On July 1, 2025, the Occupational Safety and Health Administration (OSHA) issued a notice of proposed rulemaking (NPRM) seeking to clarify and narrow the application of the General Duty Clause, 29 U.S.C. § 654(a)(1), as it pertains to inherently risky activities that are integral to certain professional and performance-based occupations.
Historically, OSHA has cited a number of entertainment industry employers for violating the General Duty Clause as a result of incidents involving the performances. The proposed rule would exclude from OSHA enforcement those hazards that are inseparable from the core nature of such activities, provided that eliminating the hazard would fundamentally alter the activity itself.
Quick Hits
- On July 1, 2025, OSHA proposed a rule to exclude inherently risky activities integral to certain professional and performance-based occupations from General Duty Clause enforcement.
- The proposed rule aims to prevent OSHA from citing employers for hazards that are inseparable from the core nature of activities in sectors like live entertainment, professional sports, and high-risk recreation.
- OSHA is seeking public comments on the proposed rule, which is expected to save approximately $514,000 annually by reducing General Duty Clause citations and will not impose new costs or significant economic impacts.

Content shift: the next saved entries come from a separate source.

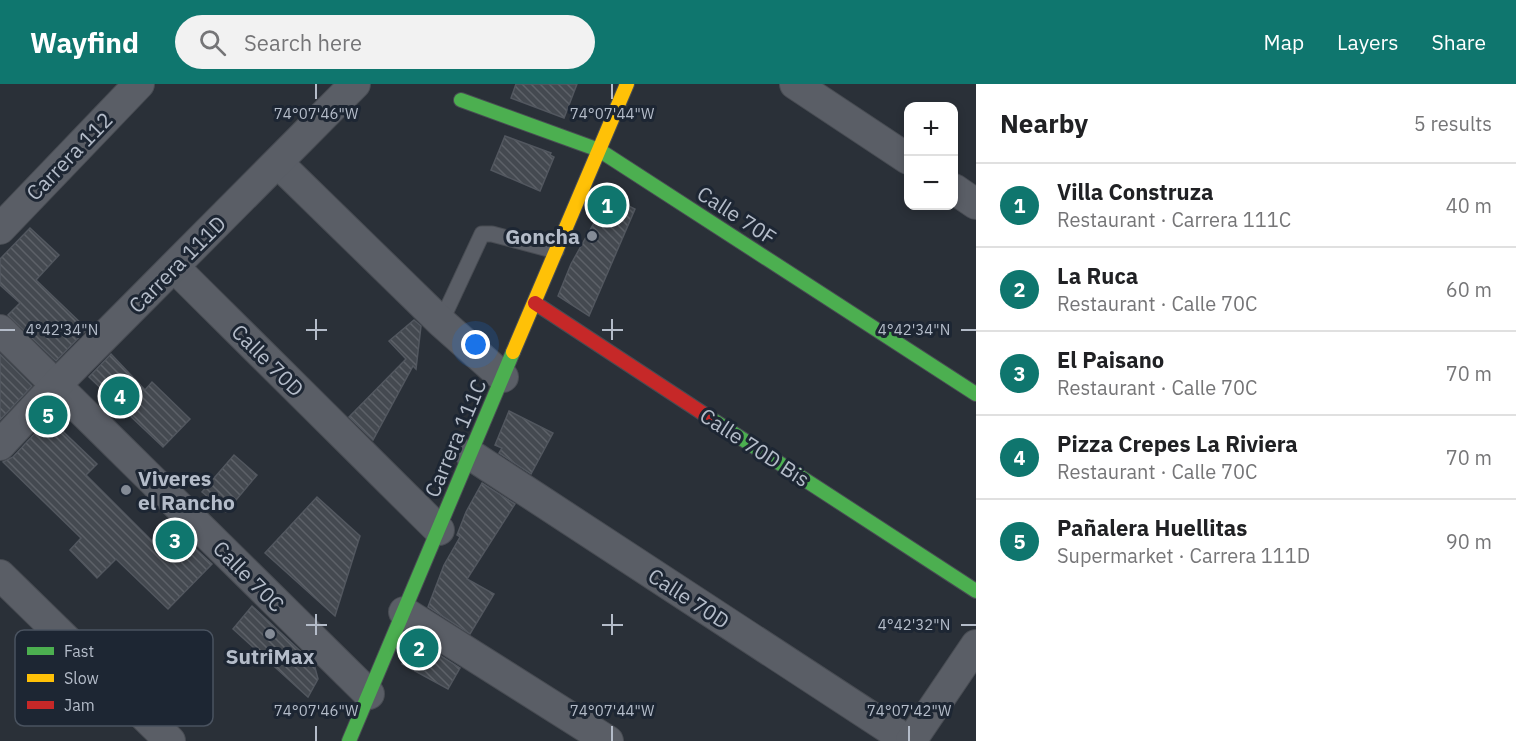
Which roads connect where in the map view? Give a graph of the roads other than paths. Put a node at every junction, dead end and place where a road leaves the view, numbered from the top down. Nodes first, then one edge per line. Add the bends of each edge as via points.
1 (139, 84) edge
2 (355, 84) edge
3 (627, 84) edge
4 (795, 84) edge
5 (461, 100) dead end
6 (599, 150) junction
7 (904, 156) edge
8 (278, 164) junction
9 (958, 192) edge
10 (976, 204) edge
11 (0, 229) edge
12 (556, 251) junction
13 (174, 267) junction
14 (535, 303) junction
15 (441, 322) junction
16 (0, 330) edge
17 (503, 377) junction
18 (56, 385) junction
19 (976, 394) edge
20 (0, 445) edge
21 (471, 455) junction
22 (439, 530) junction
23 (0, 575) edge
24 (976, 591) edge
25 (404, 612) junction
26 (56, 630) edge
27 (976, 645) edge
28 (369, 694) junction
29 (155, 726) edge
30 (170, 741) edge
31 (349, 741) edge
32 (608, 741) edge
33 (909, 741) edge

1 - 11 street, Carrera 112
2 - 8 street, Carrera 111D
3 - 6 street, Carrera 111C
4 - 7 street
5 - 6 street, Calle 70F
6 - 12 street, Carrera 111C
6 - 19 street, Calle 70F
8 - 13 street, Carrera 111D
8 - 15 street
9 - 10 street
12 - 14 street, Carrera 111C
12 - 15 lane via 482,234
13 - 18 street, Carrera 111D
13 - 22 street, Calle 70D
14 - 17 street, Carrera 111C
14 - 24 street, Calle 70D Bis
15 - 17 street
16 - 18 street, Calle 70C
17 - 21 street, Carrera 111C
18 - 20 street, Carrera 111D
18 - 28 street, Calle 70C
21 - 22 street, Carrera 111C
21 - 33 street, Calle 70D
22 - 25 street, Carrera 111C
23 - 26 street
25 - 28 street, Carrera 111C
25 - 32 street
27 - 33 street
28 - 31 street, Carrera 111C
29 - 30 street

The General Duty Clause requires employers to provide a workplace “free from recognized hazards that are causing or are likely to cause death or serious physical harm.” Historically, OSHA has used this provision to address hazards not covered by specific standards. The United States Court of Appeals for the D.C. Circuit upheld a citation in one case where it was applied to this sort of activity. Then a member of the D.C. Circuit, Judge Brett Kavanaugh dissented, arguing that the General Duty Clause should not extend to hazards inherent in professional, athletic, or entertainment activities.
In light of the Kavanaugh dissent and subsequent Supreme Court of the United States decisions emphasizing the “major questions doctrine”—which requires clear congressional authorization for agency action on issues of significant economic and political consequence—OSHA has reconsidered its enforcement approach. The agency now preliminarily concurs that the General Duty Clause should not be interpreted to require the elimination of hazards intrinsic to the essential function of certain occupations.

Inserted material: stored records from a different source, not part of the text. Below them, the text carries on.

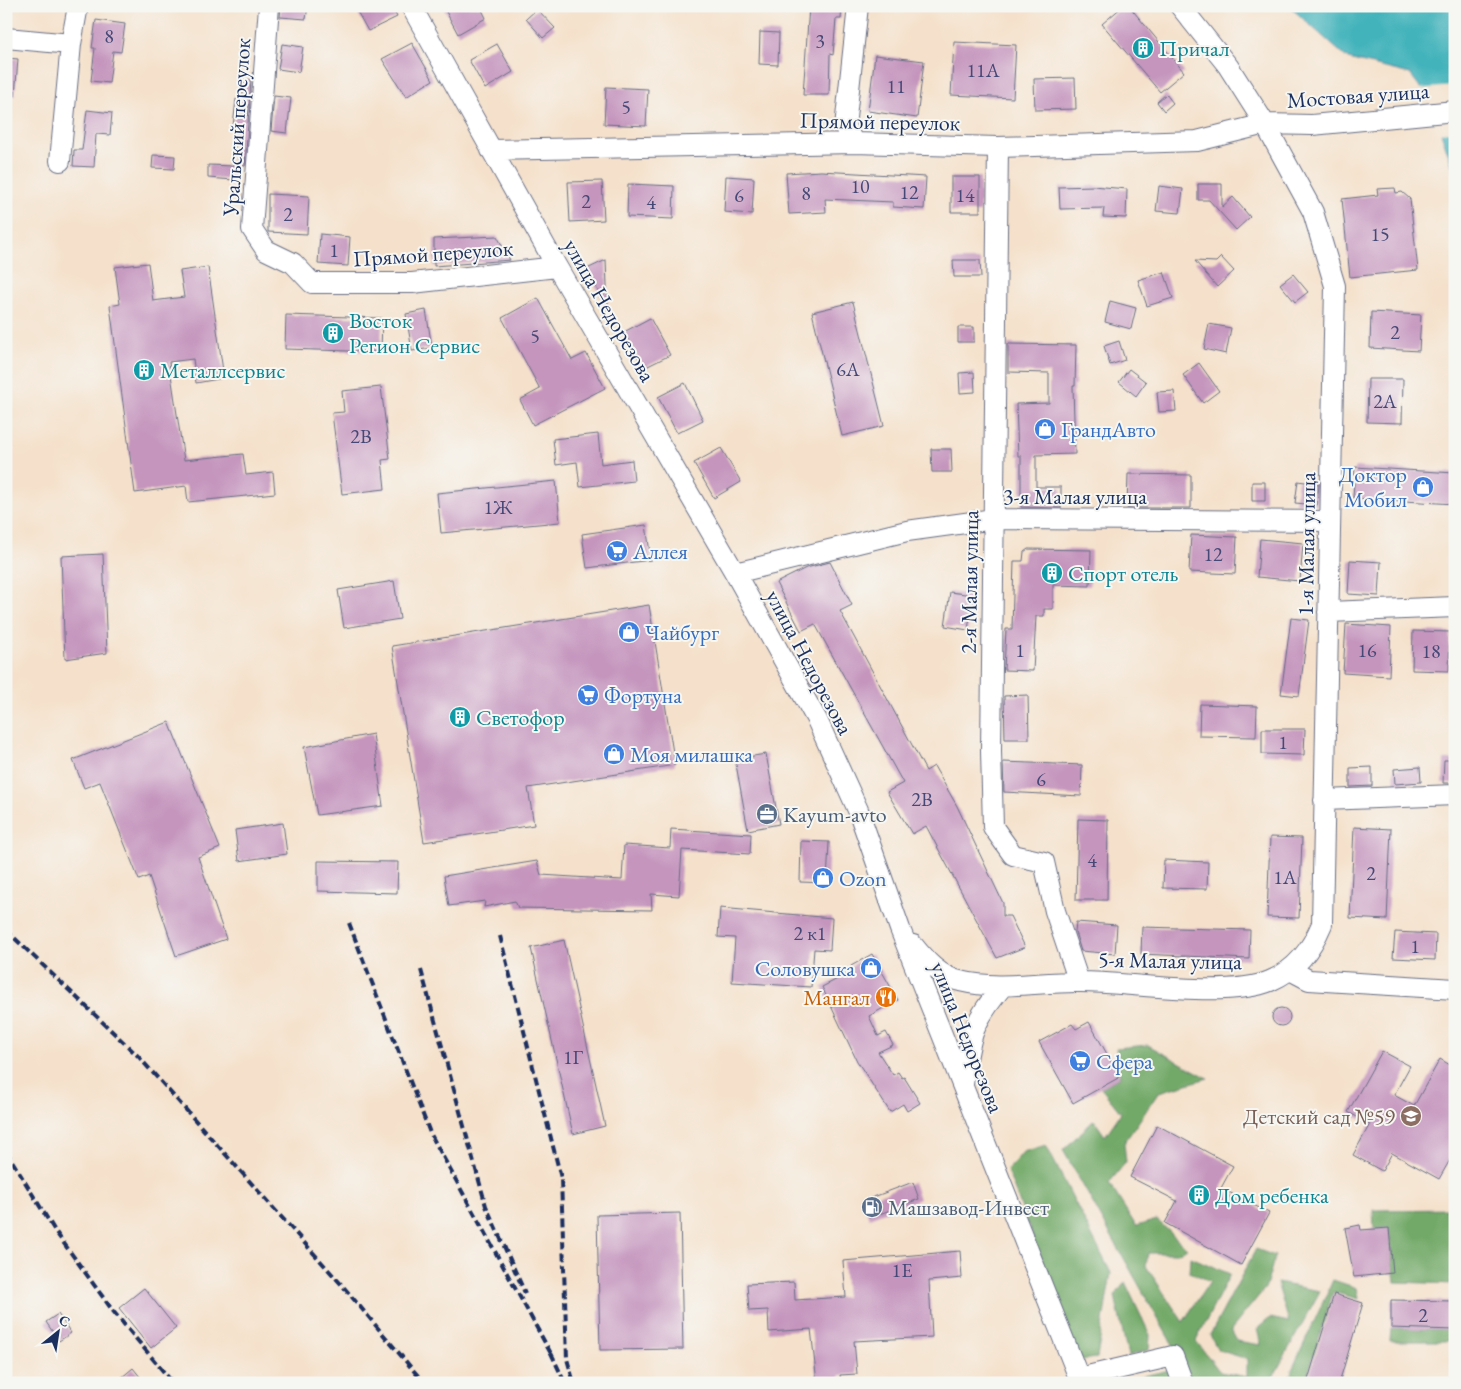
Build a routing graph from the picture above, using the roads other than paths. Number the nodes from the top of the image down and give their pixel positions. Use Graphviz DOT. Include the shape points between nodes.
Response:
graph roads {
  1 [pos="78,6"];
  2 [pos="269,6"];
  3 [pos="411,6"];
  4 [pos="858,6"];
  5 [pos="1180,6"];
  6 [pos="6,38"];
  7 [pos="71,44"];
  8 [pos="1455,111"];
  9 [pos="1265,124"];
  10 [pos="854,143"];
  11 [pos="998,147"];
  12 [pos="491,150"];
  13 [pos="60,161"];
  14 [pos="557,268"];
  15 [pos="312,282"];
  16 [pos="994,519"];
  17 [pos="1330,521"];
  18 [pos="735,573"];
  19 [pos="1455,607"];
  20 [pos="1328,612"];
  21 [pos="1455,796"];
  22 [pos="1324,800"];
  23 [pos="900,929"];
  24 [pos="1290,970"];
  25 [pos="1080,982"];
  26 [pos="1002,987"];
  27 [pos="1455,989"];
  28 [pos="963,1086"];
  29 [pos="1080,1380"];
  30 [pos="1183,1383"];
  1 -- 7 [label="street"];
  2 -- 15 [label="street, Уральский переулок" via="252,229 266,250 293,263"];
  3 -- 12 [label="street, улица Недорезова"];
  4 -- 10 [label="street" via="845,127"];
  5 -- 9 [label="street, 1-я Малая улица" via="1228,66"];
  6 -- 7 [label="street"];
  7 -- 13 [label="street"];
  8 -- 9 [label="street, Мостовая улица" via="1338,123"];
  9 -- 11 [label="street, Прямой переулок" via="1197,141"];
  9 -- 17 [label="street, 1-я Малая улица" via="1313,212 1335,286"];
  10 -- 11 [label="street, Прямой переулок"];
  10 -- 12 [label="street, Прямой переулок"];
  11 -- 16 [label="street, 2-я Малая улица"];
  12 -- 14 [label="street, улица Недорезова"];
  14 -- 15 [label="street, Прямой переулок" via="412,282"];
  14 -- 18 [label="street, улица Недорезова"];
  16 -- 17 [label="street, 3-я Малая улица"];
  16 -- 18 [label="street, 3-я Малая улица" via="907,531"];
  16 -- 25 [label="street, 2-я Малая улица" via="993,828 1013,855 1044,862 1055,911"];
  17 -- 20 [label="street, 1-я Малая улица"];
  18 -- 23 [label="street, улица Недорезова" via="821,729 858,810"];
  19 -- 20 [label="street"];
  20 -- 22 [label="street, 1-я Малая улица"];
  21 -- 22 [label="street"];
  22 -- 24 [label="street, 1-я Малая улица" via="1322,924 1314,942"];
  23 -- 26 [label="street, 5-я Малая улица" via="928,965 958,981"];
  23 -- 28 [label="street, улица Недорезова"];
  24 -- 25 [label="street, 5-я Малая улица" via="1268,982 1228,989"];
  24 -- 27 [label="street" via="1309,980"];
  25 -- 26 [label="street, 5-я Малая улица"];
  26 -- 28 [label="street" via="981,1013 969,1040"];
  28 -- 29 [label="street, улица Недорезова"];
  29 -- 30 [label="street" via="1173,1356"];
}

Key Provisions of the Proposed Rule
- The proposed rule would codify that the General Duty Clause does not authorize OSHA to cite employers for hazards arising from inherently risky activities that are integral to the essential function of a professional or performance-based occupation, where the hazard cannot be eliminated without fundamentally altering the activity.
- Sectors potentially affected include live entertainment and performing arts, animal handling and performance, professional and extreme sports, motorsports and high-risk recreation, tactical and combat simulation training, and hazard-based media and journalism activities.
- Employers would still be required to make reasonable efforts to control such hazards through means that do not alter the nature of the activity (e.g., engineering controls, administrative controls, personal protective equipment).
OSHA is seeking public comment on the scope, definitions, and application of the proposed rule, including examples of inherently risky activities, affected industries, and the adequacy of the proposed regulatory text.
OSHA estimates that the proposed rule would affect a small subset of employees and employers in the arts, entertainment, sports, animal care, recreation, and related sectors. The agency preliminarily concludes that the rule would impose no new costs and may result in annual cost savings of approximately $514,000, primarily by reducing the potential for General Duty Clause citations in these contexts. The rule is not expected to have a significant economic impact on a substantial number of small entities, and it would not impose new information or recordkeeping requirements.
The proposed rule has been reviewed under various executive orders and statutes, including the Regulatory Flexibility Act, Paperwork Reduction Act, and executive orders on federalism, civil justice reform, and unfunded mandates. OSHA has determined that the rule does not have significant federalism implications, would not impose unfunded mandates, and would not require changes to OSHA-approved state plans.
OSHA is soliciting public comments on the proposed rule, including its scope, definitions, and economic analysis. Comments must be received no later than September 2, 2025. The agency is particularly interested in data and examples regarding inherently risky activities, affected industries, and the potential impact of the rule.
The proposed rule, if finalized, would provide greater clarity and limit OSHA’s enforcement authority under the General Duty Clause in these contexts.